(Also available in CODAP)

Students are introduced to the Data Cycle, a four-step scaffold for getting an answer from a dataset - and then generating the next question! Students learn to identify - and ask - statistical questions, by comparing and contrasting them with other kinds of questions.

 Lesson Goals Students will be able to…​ Articulate the parts of the Data Cycle Tell the difference between Lookup, Arithmetic, and Statistical questions Come up with their own examples of Lookup, Arithmetic, and Statistical questions Student-facing Lesson Goals Let’s think about what it means to ask questions of data, and the steps to do it Not all questions are created equal! Let’s learn the difference between them Materials Preparation All students should log into code.pyret.org (CPO) and open their saved "Animals Starter File". If they don’t have the file, they can open a new one from Animals Starter File.

## 🔗Telling Your Data Story 10 minutes

### Overview

Students learn about the Data Cycle, which is a scaffold to support asking them in questions, thinking about how those questions relate to the data in front of them, analyzing that data, and interpreting the results.

### Launch

Data Science is all about asking questions of data. Sometimes the answer is easy to compute. Sometimes the answer to a question is already in the dataset - no computation needed. And sometimes the answer just sparks more questions!

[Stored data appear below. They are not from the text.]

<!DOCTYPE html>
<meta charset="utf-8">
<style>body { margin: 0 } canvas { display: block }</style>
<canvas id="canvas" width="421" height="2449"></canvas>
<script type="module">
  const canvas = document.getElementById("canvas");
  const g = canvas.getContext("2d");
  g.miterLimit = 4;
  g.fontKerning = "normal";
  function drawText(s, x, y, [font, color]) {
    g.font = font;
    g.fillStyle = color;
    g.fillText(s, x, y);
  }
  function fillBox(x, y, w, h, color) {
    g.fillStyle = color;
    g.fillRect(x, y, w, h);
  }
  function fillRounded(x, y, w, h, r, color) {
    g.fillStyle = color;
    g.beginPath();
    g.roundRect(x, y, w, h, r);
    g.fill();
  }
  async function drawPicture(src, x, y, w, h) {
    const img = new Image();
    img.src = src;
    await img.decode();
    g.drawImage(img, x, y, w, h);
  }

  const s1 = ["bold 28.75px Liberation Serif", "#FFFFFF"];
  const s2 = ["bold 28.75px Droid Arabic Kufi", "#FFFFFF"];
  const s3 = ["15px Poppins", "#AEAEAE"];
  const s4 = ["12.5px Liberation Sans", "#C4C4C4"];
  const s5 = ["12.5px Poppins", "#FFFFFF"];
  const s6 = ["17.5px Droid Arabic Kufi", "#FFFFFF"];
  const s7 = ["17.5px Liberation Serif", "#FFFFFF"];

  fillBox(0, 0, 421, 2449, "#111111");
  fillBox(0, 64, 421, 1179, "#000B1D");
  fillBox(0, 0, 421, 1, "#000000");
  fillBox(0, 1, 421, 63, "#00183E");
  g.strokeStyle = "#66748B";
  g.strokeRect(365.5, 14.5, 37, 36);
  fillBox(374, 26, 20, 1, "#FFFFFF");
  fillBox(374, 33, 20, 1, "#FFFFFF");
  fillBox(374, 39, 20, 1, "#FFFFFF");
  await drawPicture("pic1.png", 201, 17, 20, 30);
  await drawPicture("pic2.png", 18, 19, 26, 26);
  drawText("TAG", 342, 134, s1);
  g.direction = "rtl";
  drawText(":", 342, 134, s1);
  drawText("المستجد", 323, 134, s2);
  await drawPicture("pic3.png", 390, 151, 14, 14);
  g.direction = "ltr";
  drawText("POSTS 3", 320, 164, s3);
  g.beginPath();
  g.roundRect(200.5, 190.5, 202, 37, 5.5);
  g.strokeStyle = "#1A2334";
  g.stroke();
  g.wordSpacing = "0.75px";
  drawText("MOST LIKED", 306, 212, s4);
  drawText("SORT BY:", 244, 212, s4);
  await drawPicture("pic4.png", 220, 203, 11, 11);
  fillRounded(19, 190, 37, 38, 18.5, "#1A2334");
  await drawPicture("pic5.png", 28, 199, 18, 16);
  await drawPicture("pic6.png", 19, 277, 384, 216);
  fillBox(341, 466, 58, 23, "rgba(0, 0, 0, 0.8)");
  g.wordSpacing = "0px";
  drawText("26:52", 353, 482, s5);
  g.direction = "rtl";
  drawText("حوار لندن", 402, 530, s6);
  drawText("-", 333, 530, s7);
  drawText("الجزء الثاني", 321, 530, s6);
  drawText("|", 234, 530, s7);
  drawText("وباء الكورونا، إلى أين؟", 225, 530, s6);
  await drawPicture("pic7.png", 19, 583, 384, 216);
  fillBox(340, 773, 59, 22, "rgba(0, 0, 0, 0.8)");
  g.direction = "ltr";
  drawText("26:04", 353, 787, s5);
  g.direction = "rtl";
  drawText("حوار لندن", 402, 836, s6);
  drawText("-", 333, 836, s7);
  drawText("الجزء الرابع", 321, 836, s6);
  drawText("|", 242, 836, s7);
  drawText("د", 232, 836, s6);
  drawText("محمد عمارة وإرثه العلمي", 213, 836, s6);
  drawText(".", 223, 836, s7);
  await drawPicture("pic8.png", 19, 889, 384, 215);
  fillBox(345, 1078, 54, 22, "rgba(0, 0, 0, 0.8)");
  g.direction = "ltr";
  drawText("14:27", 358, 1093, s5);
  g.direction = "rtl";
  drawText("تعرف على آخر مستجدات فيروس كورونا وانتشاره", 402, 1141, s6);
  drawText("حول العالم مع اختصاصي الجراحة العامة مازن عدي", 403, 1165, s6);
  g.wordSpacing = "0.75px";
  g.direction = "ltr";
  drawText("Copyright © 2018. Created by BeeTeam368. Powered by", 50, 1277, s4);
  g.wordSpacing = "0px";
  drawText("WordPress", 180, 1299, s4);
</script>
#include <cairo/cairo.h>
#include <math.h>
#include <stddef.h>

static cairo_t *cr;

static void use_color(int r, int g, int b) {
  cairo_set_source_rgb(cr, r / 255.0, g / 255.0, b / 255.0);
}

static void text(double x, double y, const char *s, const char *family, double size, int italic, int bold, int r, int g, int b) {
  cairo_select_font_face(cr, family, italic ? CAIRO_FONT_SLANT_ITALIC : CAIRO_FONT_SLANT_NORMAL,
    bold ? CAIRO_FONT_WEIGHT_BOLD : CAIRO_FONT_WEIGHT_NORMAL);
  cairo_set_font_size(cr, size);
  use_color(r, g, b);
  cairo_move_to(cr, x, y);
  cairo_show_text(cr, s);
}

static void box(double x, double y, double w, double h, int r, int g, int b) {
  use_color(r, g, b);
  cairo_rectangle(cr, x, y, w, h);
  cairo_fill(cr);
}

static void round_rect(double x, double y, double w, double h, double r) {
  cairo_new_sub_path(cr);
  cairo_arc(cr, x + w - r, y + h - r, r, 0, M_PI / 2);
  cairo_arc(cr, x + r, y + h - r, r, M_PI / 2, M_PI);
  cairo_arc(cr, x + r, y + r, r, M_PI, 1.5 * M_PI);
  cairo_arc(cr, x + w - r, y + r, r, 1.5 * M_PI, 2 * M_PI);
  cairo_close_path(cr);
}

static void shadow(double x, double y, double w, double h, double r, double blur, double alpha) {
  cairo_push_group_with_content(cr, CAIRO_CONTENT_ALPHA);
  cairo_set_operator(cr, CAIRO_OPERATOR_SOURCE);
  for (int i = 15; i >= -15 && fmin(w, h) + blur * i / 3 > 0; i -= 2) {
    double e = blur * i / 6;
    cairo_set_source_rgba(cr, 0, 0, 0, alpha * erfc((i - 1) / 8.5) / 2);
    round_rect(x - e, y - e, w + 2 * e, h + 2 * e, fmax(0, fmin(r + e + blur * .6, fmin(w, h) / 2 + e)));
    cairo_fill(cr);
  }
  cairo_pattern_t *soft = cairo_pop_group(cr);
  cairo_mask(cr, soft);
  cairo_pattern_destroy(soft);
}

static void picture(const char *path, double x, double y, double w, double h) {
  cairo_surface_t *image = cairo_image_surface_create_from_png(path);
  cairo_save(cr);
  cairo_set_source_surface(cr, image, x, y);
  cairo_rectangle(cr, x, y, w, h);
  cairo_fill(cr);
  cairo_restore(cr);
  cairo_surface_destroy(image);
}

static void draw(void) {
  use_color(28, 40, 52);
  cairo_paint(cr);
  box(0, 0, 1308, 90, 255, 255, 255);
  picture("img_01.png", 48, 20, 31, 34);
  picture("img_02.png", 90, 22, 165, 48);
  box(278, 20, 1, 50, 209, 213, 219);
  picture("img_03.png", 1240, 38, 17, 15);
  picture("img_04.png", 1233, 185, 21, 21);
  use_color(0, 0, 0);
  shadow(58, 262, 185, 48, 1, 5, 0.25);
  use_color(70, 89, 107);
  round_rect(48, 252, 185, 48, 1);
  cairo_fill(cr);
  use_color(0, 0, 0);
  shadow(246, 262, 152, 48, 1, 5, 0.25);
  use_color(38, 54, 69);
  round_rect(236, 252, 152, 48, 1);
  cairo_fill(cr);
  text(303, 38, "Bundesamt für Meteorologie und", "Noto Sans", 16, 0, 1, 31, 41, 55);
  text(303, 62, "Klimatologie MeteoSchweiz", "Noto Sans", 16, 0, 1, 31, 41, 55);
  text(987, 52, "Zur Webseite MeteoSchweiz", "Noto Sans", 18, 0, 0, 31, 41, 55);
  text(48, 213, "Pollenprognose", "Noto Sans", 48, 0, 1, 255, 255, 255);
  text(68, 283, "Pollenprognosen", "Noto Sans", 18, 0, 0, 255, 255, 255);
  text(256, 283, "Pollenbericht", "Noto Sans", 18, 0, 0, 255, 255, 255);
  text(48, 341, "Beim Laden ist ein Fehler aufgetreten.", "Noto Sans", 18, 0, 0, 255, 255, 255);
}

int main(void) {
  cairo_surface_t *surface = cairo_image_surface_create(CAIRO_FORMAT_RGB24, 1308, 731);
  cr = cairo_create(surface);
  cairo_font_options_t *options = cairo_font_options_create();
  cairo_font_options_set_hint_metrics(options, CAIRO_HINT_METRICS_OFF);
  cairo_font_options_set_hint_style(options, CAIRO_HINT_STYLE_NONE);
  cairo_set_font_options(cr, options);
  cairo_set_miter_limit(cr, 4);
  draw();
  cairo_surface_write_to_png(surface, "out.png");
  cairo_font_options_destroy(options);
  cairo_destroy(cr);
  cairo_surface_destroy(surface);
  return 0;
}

Data Scientists ask a ton of questions, and each question adds a chapter to their data story. Even if a question turns out to be a dead-end, it’s valuable to share what the question was and what work you did to answer it! 🖼Show image The Data Cycle[*] is a roadmap, which helps guide us in the process of data analysis.

2) We Consider Data. This could be done by conducting a survey, observing and recording data, or finding a dataset.

3) We Analyze the Data, to produce data displays and new tables of filtered or transformed data, to identify patterns and relationships.

4) We Interpret the Data, answering questions and summarizing results. As we’ve already seen from the Animals Dataset, these interpretations often lead to new questions…​.and the cycle begins again.

### Investigate

This was a pretty specific question, and it was straightforward to answer it. But the answers to even simple questions can lead to more interesting questions down the road!

• What other questions might come from counting the ratio of fixed to unfixed animals?

• Sample responses: Is there a higher percentage of fixed dogs or fixed cats? At what age do animals get fixed? Do fixed animals get adopted more quickly than unfixed animals?

### Synthesize

This is a short example of a Data Story - a description of how each step in the Data Cycle was used to go from a question to an answer, and then to the next question. When analyzing a real dataset, Data Scientists might explore lots of questions, resulting in many different Data Stories to tell.

Each chapter in the Data Story is valuable, and the Data Cycle represents each chapter you plan to add.

### Overview

Students begin to categorize questions, sorting them into "lookup", "arithmetic", and "statistical" questions - as well as questions that simply can’t be answered based on the data.

### Launch 🖼Show image How do we know what questions to ask? There’s an art to asking the right questions, and good Data Scientists think hard about what kind of questions can and can’t be answered.

Most questions can be broken down into one of four categories:

• Lookup questions can be answered simply by looking up a single value in the table and reading it out. Once you find the value, you’re done! Examples of lookup questions might be “How many legs does Felix have?” or "What species is Sheba?"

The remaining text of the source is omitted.